DATA FOR ANALYSIS>
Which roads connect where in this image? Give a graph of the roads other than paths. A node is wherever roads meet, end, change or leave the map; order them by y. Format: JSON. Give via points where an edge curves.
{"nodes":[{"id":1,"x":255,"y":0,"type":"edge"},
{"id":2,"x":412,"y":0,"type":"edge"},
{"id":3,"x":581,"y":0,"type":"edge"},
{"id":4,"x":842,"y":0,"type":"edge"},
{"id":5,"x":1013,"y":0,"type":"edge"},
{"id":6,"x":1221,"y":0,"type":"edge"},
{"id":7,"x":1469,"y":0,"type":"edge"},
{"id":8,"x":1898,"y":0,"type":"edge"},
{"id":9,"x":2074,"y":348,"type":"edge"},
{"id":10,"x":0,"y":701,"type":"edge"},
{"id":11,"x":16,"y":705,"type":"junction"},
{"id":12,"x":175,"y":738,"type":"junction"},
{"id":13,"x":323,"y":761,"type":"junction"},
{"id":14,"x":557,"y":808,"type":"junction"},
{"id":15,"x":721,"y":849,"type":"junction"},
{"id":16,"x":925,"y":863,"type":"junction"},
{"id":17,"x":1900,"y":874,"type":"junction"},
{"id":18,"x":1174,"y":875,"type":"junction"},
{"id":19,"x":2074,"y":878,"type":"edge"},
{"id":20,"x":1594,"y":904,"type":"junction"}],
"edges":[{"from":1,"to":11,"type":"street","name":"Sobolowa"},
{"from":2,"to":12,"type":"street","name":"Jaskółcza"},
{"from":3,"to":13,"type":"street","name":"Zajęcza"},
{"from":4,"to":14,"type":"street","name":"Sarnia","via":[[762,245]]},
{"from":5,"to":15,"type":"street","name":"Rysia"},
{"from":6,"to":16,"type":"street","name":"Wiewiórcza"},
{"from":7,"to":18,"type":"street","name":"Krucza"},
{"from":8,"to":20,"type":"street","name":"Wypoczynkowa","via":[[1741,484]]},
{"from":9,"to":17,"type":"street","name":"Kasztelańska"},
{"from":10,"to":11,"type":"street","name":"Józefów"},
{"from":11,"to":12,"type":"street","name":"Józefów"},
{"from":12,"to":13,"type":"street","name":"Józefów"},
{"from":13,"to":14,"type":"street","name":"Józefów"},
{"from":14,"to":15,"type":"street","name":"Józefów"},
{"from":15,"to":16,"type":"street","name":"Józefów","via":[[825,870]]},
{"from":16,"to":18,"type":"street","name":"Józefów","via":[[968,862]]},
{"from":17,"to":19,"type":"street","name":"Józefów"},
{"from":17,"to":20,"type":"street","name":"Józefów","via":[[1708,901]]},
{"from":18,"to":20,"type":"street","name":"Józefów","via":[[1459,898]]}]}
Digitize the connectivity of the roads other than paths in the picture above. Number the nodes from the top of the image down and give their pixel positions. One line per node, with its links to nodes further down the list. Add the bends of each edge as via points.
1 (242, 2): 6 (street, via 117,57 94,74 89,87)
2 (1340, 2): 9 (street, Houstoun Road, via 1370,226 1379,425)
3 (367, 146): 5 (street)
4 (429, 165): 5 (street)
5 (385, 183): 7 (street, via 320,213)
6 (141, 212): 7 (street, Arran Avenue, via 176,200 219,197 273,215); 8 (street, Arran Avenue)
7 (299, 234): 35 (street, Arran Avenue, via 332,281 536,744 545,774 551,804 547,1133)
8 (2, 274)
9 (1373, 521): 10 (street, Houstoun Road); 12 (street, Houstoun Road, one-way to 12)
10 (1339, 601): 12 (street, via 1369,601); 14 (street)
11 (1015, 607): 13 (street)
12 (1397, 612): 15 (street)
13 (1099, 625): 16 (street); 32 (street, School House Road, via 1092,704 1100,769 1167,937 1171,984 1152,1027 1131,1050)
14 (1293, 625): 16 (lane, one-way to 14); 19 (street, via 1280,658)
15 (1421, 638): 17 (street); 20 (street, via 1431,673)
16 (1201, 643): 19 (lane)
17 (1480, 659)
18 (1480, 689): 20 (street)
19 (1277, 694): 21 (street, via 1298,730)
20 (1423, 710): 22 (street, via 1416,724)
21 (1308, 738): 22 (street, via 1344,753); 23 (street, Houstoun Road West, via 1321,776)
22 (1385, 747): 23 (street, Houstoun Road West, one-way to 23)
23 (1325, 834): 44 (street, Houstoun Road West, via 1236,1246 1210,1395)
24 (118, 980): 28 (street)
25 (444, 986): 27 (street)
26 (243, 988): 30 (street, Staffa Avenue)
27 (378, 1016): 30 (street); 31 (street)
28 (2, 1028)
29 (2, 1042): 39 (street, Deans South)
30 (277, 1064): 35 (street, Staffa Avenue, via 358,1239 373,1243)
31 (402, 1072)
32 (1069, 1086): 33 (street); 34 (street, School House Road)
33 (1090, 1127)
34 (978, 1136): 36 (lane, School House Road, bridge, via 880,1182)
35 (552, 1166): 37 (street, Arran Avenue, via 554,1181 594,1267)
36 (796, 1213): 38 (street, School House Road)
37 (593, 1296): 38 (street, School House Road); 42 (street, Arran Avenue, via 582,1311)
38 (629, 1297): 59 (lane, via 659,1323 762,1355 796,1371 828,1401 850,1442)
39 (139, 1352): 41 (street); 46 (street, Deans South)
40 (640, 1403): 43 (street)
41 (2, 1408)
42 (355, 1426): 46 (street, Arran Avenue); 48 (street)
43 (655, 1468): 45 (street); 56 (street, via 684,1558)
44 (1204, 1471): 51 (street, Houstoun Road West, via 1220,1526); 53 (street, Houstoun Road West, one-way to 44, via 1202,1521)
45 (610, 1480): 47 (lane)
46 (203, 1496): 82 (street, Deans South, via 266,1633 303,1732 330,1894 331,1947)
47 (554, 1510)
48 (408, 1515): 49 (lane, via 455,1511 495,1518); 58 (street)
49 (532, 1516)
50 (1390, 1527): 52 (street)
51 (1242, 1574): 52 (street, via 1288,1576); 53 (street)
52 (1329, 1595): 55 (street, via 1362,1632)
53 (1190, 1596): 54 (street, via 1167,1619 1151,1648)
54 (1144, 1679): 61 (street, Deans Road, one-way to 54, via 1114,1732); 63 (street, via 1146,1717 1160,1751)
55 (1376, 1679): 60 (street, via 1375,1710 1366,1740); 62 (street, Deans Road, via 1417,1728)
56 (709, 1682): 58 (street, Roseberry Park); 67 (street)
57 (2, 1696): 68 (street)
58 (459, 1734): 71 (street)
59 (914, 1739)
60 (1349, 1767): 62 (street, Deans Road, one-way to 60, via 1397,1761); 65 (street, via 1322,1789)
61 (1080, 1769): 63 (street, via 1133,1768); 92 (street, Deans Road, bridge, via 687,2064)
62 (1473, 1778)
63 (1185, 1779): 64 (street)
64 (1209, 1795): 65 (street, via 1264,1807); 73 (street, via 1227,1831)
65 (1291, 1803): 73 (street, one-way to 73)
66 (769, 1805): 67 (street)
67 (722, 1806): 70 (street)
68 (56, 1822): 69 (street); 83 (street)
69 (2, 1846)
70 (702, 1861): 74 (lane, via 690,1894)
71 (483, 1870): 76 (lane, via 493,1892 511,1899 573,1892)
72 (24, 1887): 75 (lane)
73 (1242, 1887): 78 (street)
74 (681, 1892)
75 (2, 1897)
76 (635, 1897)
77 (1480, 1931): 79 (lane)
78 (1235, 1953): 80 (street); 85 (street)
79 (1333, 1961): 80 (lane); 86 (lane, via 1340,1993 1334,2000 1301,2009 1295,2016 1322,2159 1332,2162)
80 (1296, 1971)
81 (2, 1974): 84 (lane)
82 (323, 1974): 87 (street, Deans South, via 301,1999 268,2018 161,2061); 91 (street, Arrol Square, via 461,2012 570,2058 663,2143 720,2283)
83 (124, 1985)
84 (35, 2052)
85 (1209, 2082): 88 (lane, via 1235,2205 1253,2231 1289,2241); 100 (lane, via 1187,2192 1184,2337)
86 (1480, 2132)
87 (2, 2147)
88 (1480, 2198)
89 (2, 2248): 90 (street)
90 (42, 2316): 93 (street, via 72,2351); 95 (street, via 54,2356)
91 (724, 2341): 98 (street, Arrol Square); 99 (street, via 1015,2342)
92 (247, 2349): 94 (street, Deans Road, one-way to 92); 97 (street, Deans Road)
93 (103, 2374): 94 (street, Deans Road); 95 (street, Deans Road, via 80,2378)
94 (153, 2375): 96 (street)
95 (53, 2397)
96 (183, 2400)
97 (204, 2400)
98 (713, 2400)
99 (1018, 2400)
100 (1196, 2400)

REQUIRED WORK> Look over the records above and filter for each line with the word "Arran".

ANSWER>
6 (141, 212): 7 (street, Arran Avenue, via 176,200 219,197 273,215); 8 (street, Arran Avenue)
7 (299, 234): 35 (street, Arran Avenue, via 332,281 536,744 545,774 551,804 547,1133)
35 (552, 1166): 37 (street, Arran Avenue, via 554,1181 594,1267)
37 (593, 1296): 38 (street, School House Road); 42 (street, Arran Avenue, via 582,1311)
42 (355, 1426): 46 (street, Arran Avenue); 48 (street)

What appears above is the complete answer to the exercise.